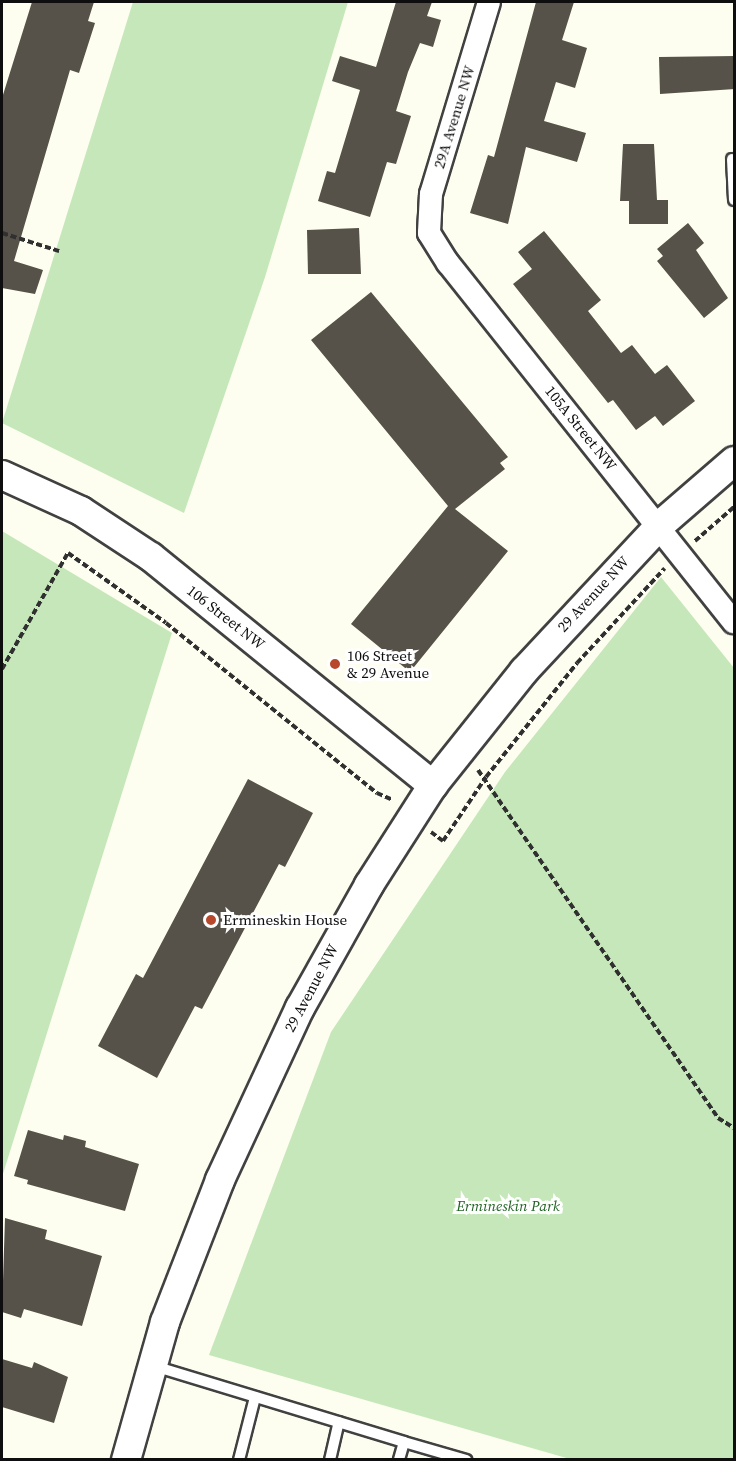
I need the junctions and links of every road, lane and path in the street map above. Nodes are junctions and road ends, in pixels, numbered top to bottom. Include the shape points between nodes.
1 (489, 2) edge
2 (732, 159) dead end
3 (735, 200) edge
4 (2, 233) edge
5 (429, 233) joint
6 (59, 251) dead end
7 (735, 461) edge
8 (2, 474) edge
9 (735, 507) edge
10 (659, 526) junction
11 (694, 542) dead end
12 (658, 575) dead end
13 (735, 622) edge
14 (2, 669) edge
15 (478, 770) dead end
16 (486, 777) junction
17 (433, 785) junction
18 (385, 793) dead end
19 (433, 834) dead end
20 (735, 1128) edge
21 (151, 1365) junction
22 (255, 1396) junction
23 (339, 1422) junction
24 (404, 1442) junction
25 (126, 1460) edge
26 (239, 1460) edge
27 (330, 1460) edge
28 (399, 1460) edge
29 (466, 1460) edge

1 - 5 street, 29A Avenue NW via 431,194
2 - 3 lane
4 - 6 path
5 - 10 street, 105A Street NW via 448,263
7 - 10 street, 29 Avenue NW
8 - 17 street, 106 Street NW via 81,511 151,557
9 - 11 path
10 - 13 street, 105A Street NW
10 - 17 street, 29 Avenue NW via 524,671
12 - 16 path via 577,663
14 - 18 path via 68,552 166,623 377,793
15 - 16 path
16 - 19 path via 443,841
16 - 20 path via 718,1118
17 - 21 street, 29 Avenue NW via 331,949 272,1065 220,1179
21 - 22 lane
21 - 25 street, 29 Avenue NW
22 - 23 lane
22 - 26 lane
23 - 24 lane
23 - 27 lane
24 - 28 lane
24 - 29 lane

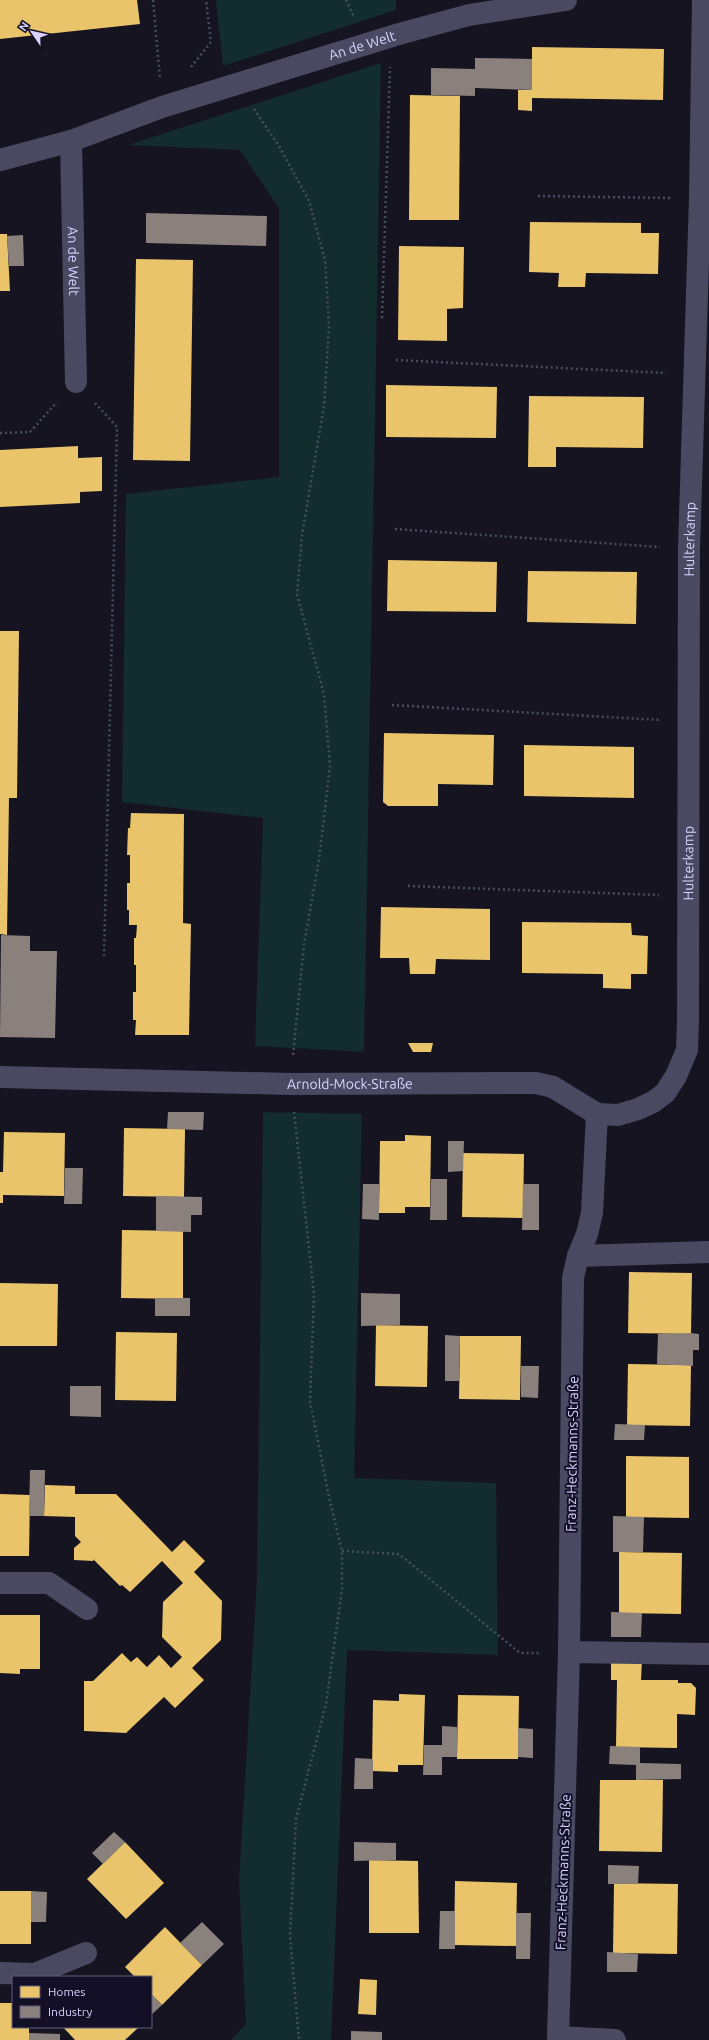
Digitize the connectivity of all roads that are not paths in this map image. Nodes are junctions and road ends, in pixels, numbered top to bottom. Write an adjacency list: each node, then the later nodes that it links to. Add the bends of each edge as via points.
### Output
1 (566, 0): 3 (street, An de Welt, via 468,15 183,100)
2 (703, 0): 6 (street, Hulterkamp, via 700,198 689,549 690,896 687,1050)
3 (71, 141): 4 (street, An de Welt); 5 (street, An de Welt)
4 (0, 160)
5 (76, 382)
6 (676, 1076): 8 (street, Arnold-Mock-Straße, via 665,1092 638,1110 618,1115)
7 (0, 1077): 8 (street, Arnold-Mock-Straße, via 291,1084 536,1083 553,1087)
8 (597, 1114): 10 (street, Franz-Heckmanns-Straße, via 592,1214)
9 (709, 1252): 10 (street)
10 (578, 1256): 13 (street, Franz-Heckmanns-Straße, via 574,1278)
11 (0, 1584): 12 (street, via 49,1583)
12 (87, 1609)
13 (569, 1652): 14 (street); 17 (street, Franz-Heckmanns-Straße, via 558,2037)
14 (709, 1654)
15 (86, 1953): 16 (street, via 35,1974)
16 (0, 1973)
17 (615, 2040)

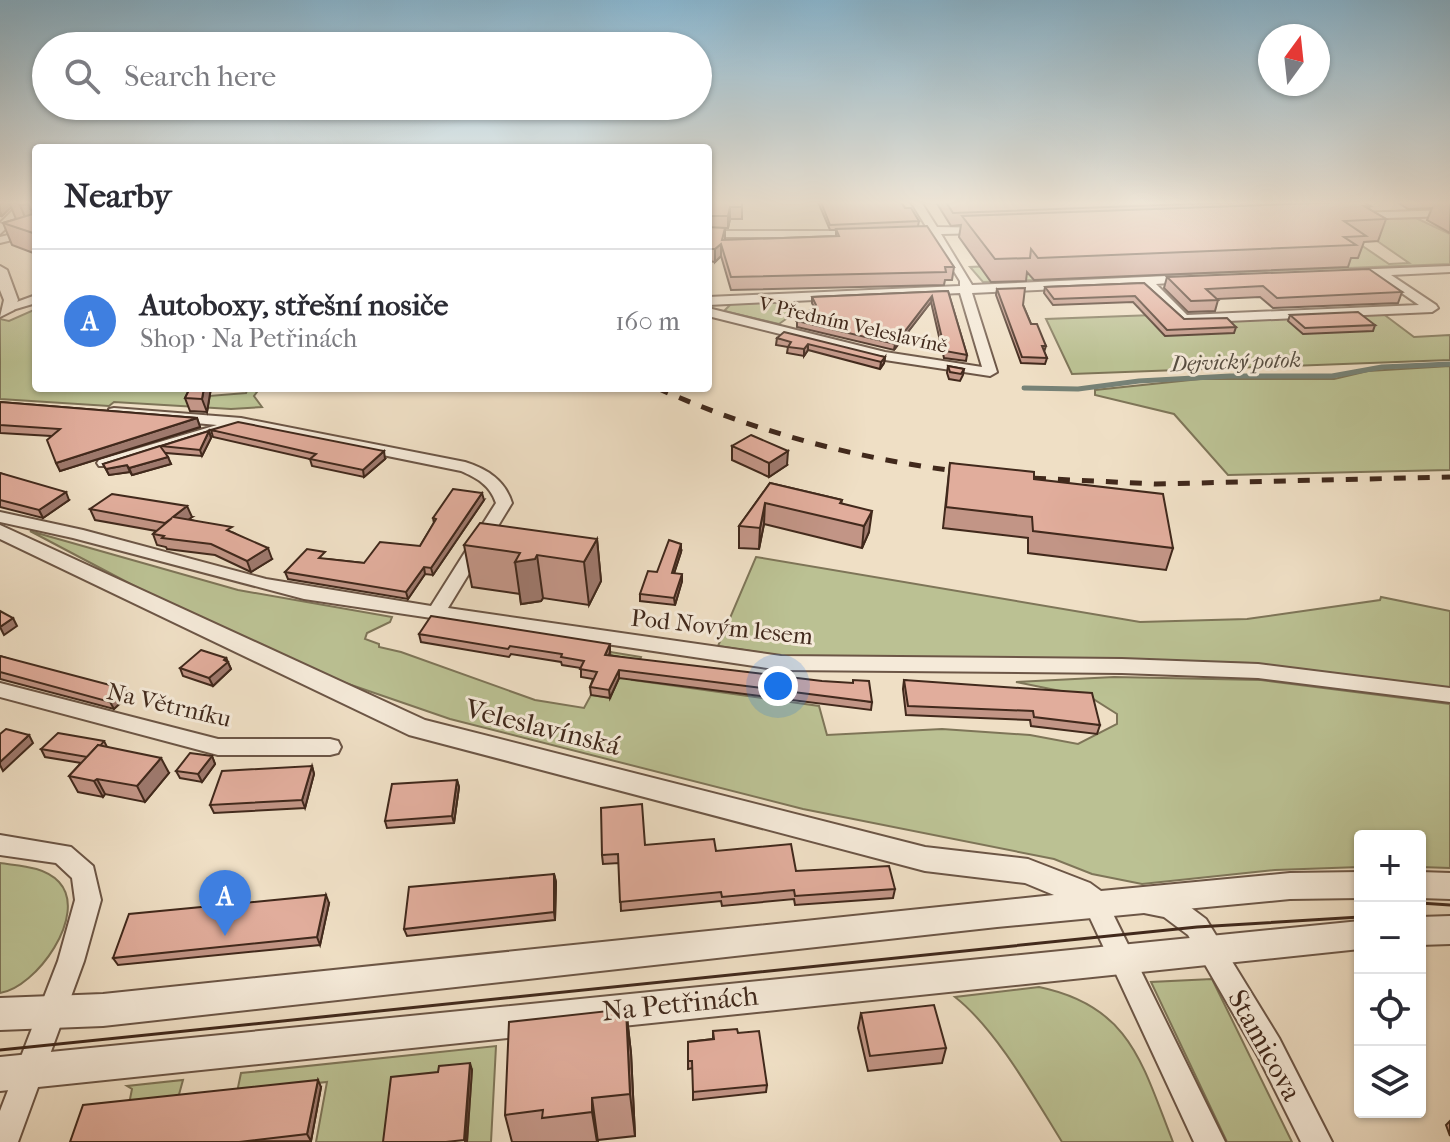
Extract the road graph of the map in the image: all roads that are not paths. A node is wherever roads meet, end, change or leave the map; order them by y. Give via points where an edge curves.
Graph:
1 (949, 255) edge
2 (1450, 269) edge
3 (0, 270) edge
4 (1379, 272) junction
5 (1332, 274) edge
6 (1208, 278) edge
7 (1146, 281) junction
8 (966, 288) junction
9 (32, 300) edge
10 (712, 301) edge
11 (5, 310) edge
12 (712, 313) edge
13 (104, 411) edge
14 (241, 422) junction
15 (105, 463) edge
16 (0, 517) edge
17 (0, 531) edge
18 (435, 614) junction
19 (0, 690) edge
20 (1450, 695) edge
21 (330, 747) dead end
22 (0, 845) edge
23 (1354, 885) edge
24 (1426, 885) edge
25 (1450, 886) edge
26 (1097, 905) junction
27 (1450, 930) edge
28 (1426, 931) edge
29 (1354, 936) edge
30 (1211, 948) junction
31 (1120, 958) junction
32 (53, 1012) junction
33 (0, 1014) edge
34 (16, 1072) edge
35 (3, 1142) edge
36 (1210, 1142) edge
37 (1317, 1142) edge

1 - 8 street
2 - 4 street
3 - 11 street via 11,300
4 - 5 street
4 - 7 street via 1432,308 1184,319
6 - 7 street
7 - 8 street
8 - 10 street
8 - 12 street, V Předním Veleslavíně via 990,372
9 - 11 street
13 - 14 street
14 - 15 street
14 - 18 street via 465,467 489,477 501,489 504,503
16 - 18 street, Pod Novým lesem via 241,581
17 - 26 street, Veleslavínská via 418,728 925,859 1028,871
18 - 20 street, Pod Novým lesem via 781,663 1258,671
19 - 21 street, Na Větrníku via 218,747
22 - 32 street via 62,854 84,873 88,900
23 - 26 street via 1290,886
24 - 25 street
26 - 30 street, Stamicova via 1169,906 1197,927
26 - 31 street
26 - 32 street
27 - 28 street
29 - 30 street, Na Petřinách
30 - 31 street, Na Petřinách
30 - 37 street, Stamicova
31 - 34 street, Na Petřinách
31 - 36 street
32 - 33 street
32 - 34 street
34 - 35 street

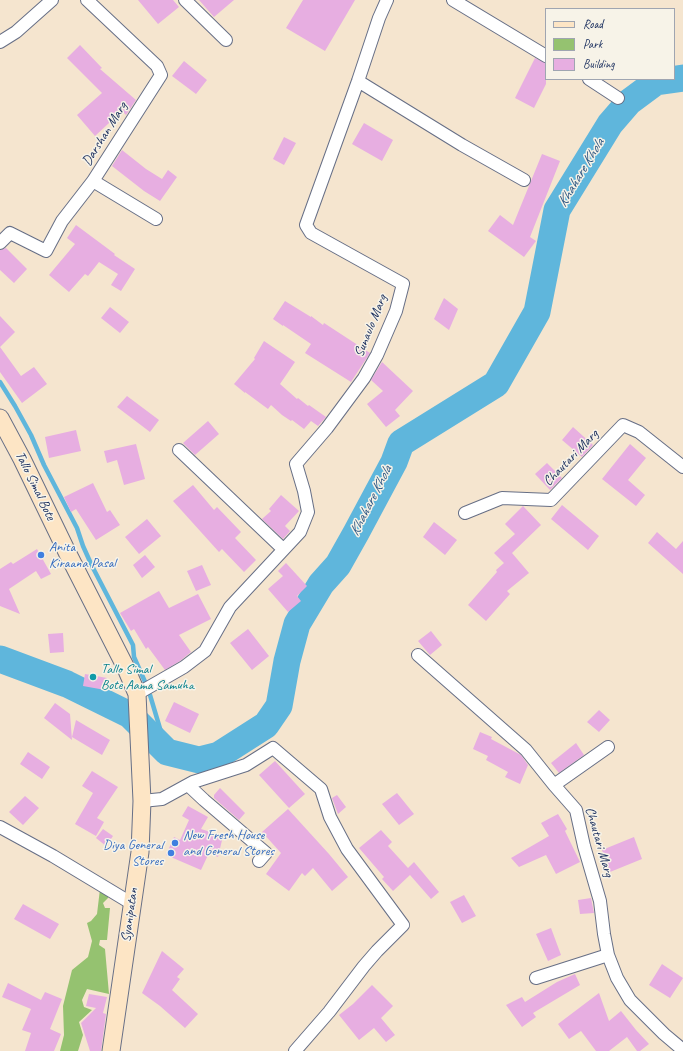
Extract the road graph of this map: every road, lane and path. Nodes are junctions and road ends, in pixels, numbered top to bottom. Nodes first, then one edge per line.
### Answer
1 (52, 0) edge
2 (87, 0) edge
3 (184, 0) edge
4 (387, 0) edge
5 (453, 0) edge
6 (226, 40) dead end
7 (0, 42) edge
8 (545, 55) edge
9 (591, 80) edge
10 (358, 81) junction
11 (618, 98) dead end
12 (524, 180) dead end
13 (93, 181) junction
14 (156, 219) dead end
15 (0, 243) edge
16 (0, 418) edge
17 (179, 450) dead end
18 (683, 467) edge
19 (465, 514) dead end
20 (283, 549) junction
21 (418, 655) dead end
22 (137, 702) junction
23 (608, 747) dead end
24 (142, 778) joint
25 (188, 785) junction
26 (554, 785) junction
27 (142, 801) junction
28 (0, 827) edge
29 (259, 861) dead end
30 (132, 903) junction
31 (608, 955) junction
32 (536, 978) dead end
33 (683, 1050) edge
34 (111, 1051) edge
35 (295, 1051) edge

1 - 7 street
2 - 13 street, Darshan Marg
3 - 6 street
4 - 10 street, Sunaulo Marg
5 - 8 street
9 - 11 street
10 - 12 street
10 - 20 street, Sunaulo Marg
13 - 14 street
13 - 15 street, Darshan Marg
16 - 22 main road, Tallo Simal Bote
17 - 20 street
18 - 19 street, Chautari Marg
20 - 22 street, Sunaulo Marg
21 - 26 street, Chautari Marg
22 - 24 main road, Tallo Simal Bote
23 - 26 street
24 - 27 main road, Syanipatan
25 - 27 street
25 - 29 street
25 - 35 street
26 - 31 street, Chautari Marg
27 - 30 main road, Syanipatan
28 - 30 street
30 - 34 main road, Syanipatan
31 - 32 street
31 - 33 street, Chautari Marg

• Task to carry out:
Recreate the listing above word for word, dropping each picture it contains.

• Exercise result:
I need the junctions and links of every road, lane and path in the street map above. Nodes are junctions and road ends, in pixels, numbered top to bottom. Include the shape points between nodes.
1 (489, 2) edge
2 (732, 159) dead end
3 (735, 200) edge
4 (2, 233) edge
5 (429, 233) joint
6 (59, 251) dead end
7 (735, 461) edge
8 (2, 474) edge
9 (735, 507) edge
10 (659, 526) junction
11 (694, 542) dead end
12 (658, 575) dead end
13 (735, 622) edge
14 (2, 669) edge
15 (478, 770) dead end
16 (486, 777) junction
17 (433, 785) junction
18 (385, 793) dead end
19 (433, 834) dead end
20 (735, 1128) edge
21 (151, 1365) junction
22 (255, 1396) junction
23 (339, 1422) junction
24 (404, 1442) junction
25 (126, 1460) edge
26 (239, 1460) edge
27 (330, 1460) edge
28 (399, 1460) edge
29 (466, 1460) edge

1 - 5 street, 29A Avenue NW via 431,194
2 - 3 lane
4 - 6 path
5 - 10 street, 105A Street NW via 448,263
7 - 10 street, 29 Avenue NW
8 - 17 street, 106 Street NW via 81,511 151,557
9 - 11 path
10 - 13 street, 105A Street NW
10 - 17 street, 29 Avenue NW via 524,671
12 - 16 path via 577,663
14 - 18 path via 68,552 166,623 377,793
15 - 16 path
16 - 19 path via 443,841
16 - 20 path via 718,1118
17 - 21 street, 29 Avenue NW via 331,949 272,1065 220,1179
21 - 22 lane
21 - 25 street, 29 Avenue NW
22 - 23 lane
22 - 26 lane
23 - 24 lane
23 - 27 lane
24 - 28 lane
24 - 29 lane

Digitize the connectivity of all roads that are not paths in this map image. Nodes are junctions and road ends, in pixels, numbered top to bottom. Write an adjacency list: each node, then the later nodes that it links to. Add the bends of each edge as via points.
### Output
1 (566, 0): 3 (street, An de Welt, via 468,15 183,100)
2 (703, 0): 6 (street, Hulterkamp, via 700,198 689,549 690,896 687,1050)
3 (71, 141): 4 (street, An de Welt); 5 (street, An de Welt)
4 (0, 160)
5 (76, 382)
6 (676, 1076): 8 (street, Arnold-Mock-Straße, via 665,1092 638,1110 618,1115)
7 (0, 1077): 8 (street, Arnold-Mock-Straße, via 291,1084 536,1083 553,1087)
8 (597, 1114): 10 (street, Franz-Heckmanns-Straße, via 592,1214)
9 (709, 1252): 10 (street)
10 (578, 1256): 13 (street, Franz-Heckmanns-Straße, via 574,1278)
11 (0, 1584): 12 (street, via 49,1583)
12 (87, 1609)
13 (569, 1652): 14 (street); 17 (street, Franz-Heckmanns-Straße, via 558,2037)
14 (709, 1654)
15 (86, 1953): 16 (street, via 35,1974)
16 (0, 1973)
17 (615, 2040)

Extract the road graph of the map in the image: all roads that are not paths. A node is wherever roads meet, end, change or leave the map; order them by y. Give via points where an edge curves.
Graph:
1 (949, 255) edge
2 (1450, 269) edge
3 (0, 270) edge
4 (1379, 272) junction
5 (1332, 274) edge
6 (1208, 278) edge
7 (1146, 281) junction
8 (966, 288) junction
9 (32, 300) edge
10 (712, 301) edge
11 (5, 310) edge
12 (712, 313) edge
13 (104, 411) edge
14 (241, 422) junction
15 (105, 463) edge
16 (0, 517) edge
17 (0, 531) edge
18 (435, 614) junction
19 (0, 690) edge
20 (1450, 695) edge
21 (330, 747) dead end
22 (0, 845) edge
23 (1354, 885) edge
24 (1426, 885) edge
25 (1450, 886) edge
26 (1097, 905) junction
27 (1450, 930) edge
28 (1426, 931) edge
29 (1354, 936) edge
30 (1211, 948) junction
31 (1120, 958) junction
32 (53, 1012) junction
33 (0, 1014) edge
34 (16, 1072) edge
35 (3, 1142) edge
36 (1210, 1142) edge
37 (1317, 1142) edge

1 - 8 street
2 - 4 street
3 - 11 street via 11,300
4 - 5 street
4 - 7 street via 1432,308 1184,319
6 - 7 street
7 - 8 street
8 - 10 street
8 - 12 street, V Předním Veleslavíně via 990,372
9 - 11 street
13 - 14 street
14 - 15 street
14 - 18 street via 465,467 489,477 501,489 504,503
16 - 18 street, Pod Novým lesem via 241,581
17 - 26 street, Veleslavínská via 418,728 925,859 1028,871
18 - 20 street, Pod Novým lesem via 781,663 1258,671
19 - 21 street, Na Větrníku via 218,747
22 - 32 street via 62,854 84,873 88,900
23 - 26 street via 1290,886
24 - 25 street
26 - 30 street, Stamicova via 1169,906 1197,927
26 - 31 street
26 - 32 street
27 - 28 street
29 - 30 street, Na Petřinách
30 - 31 street, Na Petřinách
30 - 37 street, Stamicova
31 - 34 street, Na Petřinách
31 - 36 street
32 - 33 street
32 - 34 street
34 - 35 street

Extract the road graph of this map: every road, lane and path. Nodes are junctions and road ends, in pixels, numbered top to bottom. Nodes first, then one edge per line.
### Answer
1 (52, 0) edge
2 (87, 0) edge
3 (184, 0) edge
4 (387, 0) edge
5 (453, 0) edge
6 (226, 40) dead end
7 (0, 42) edge
8 (545, 55) edge
9 (591, 80) edge
10 (358, 81) junction
11 (618, 98) dead end
12 (524, 180) dead end
13 (93, 181) junction
14 (156, 219) dead end
15 (0, 243) edge
16 (0, 418) edge
17 (179, 450) dead end
18 (683, 467) edge
19 (465, 514) dead end
20 (283, 549) junction
21 (418, 655) dead end
22 (137, 702) junction
23 (608, 747) dead end
24 (142, 778) joint
25 (188, 785) junction
26 (554, 785) junction
27 (142, 801) junction
28 (0, 827) edge
29 (259, 861) dead end
30 (132, 903) junction
31 (608, 955) junction
32 (536, 978) dead end
33 (683, 1050) edge
34 (111, 1051) edge
35 (295, 1051) edge

1 - 7 street
2 - 13 street, Darshan Marg
3 - 6 street
4 - 10 street, Sunaulo Marg
5 - 8 street
9 - 11 street
10 - 12 street
10 - 20 street, Sunaulo Marg
13 - 14 street
13 - 15 street, Darshan Marg
16 - 22 main road, Tallo Simal Bote
17 - 20 street
18 - 19 street, Chautari Marg
20 - 22 street, Sunaulo Marg
21 - 26 street, Chautari Marg
22 - 24 main road, Tallo Simal Bote
23 - 26 street
24 - 27 main road, Syanipatan
25 - 27 street
25 - 29 street
25 - 35 street
26 - 31 street, Chautari Marg
27 - 30 main road, Syanipatan
28 - 30 street
30 - 34 main road, Syanipatan
31 - 32 street
31 - 33 street, Chautari Marg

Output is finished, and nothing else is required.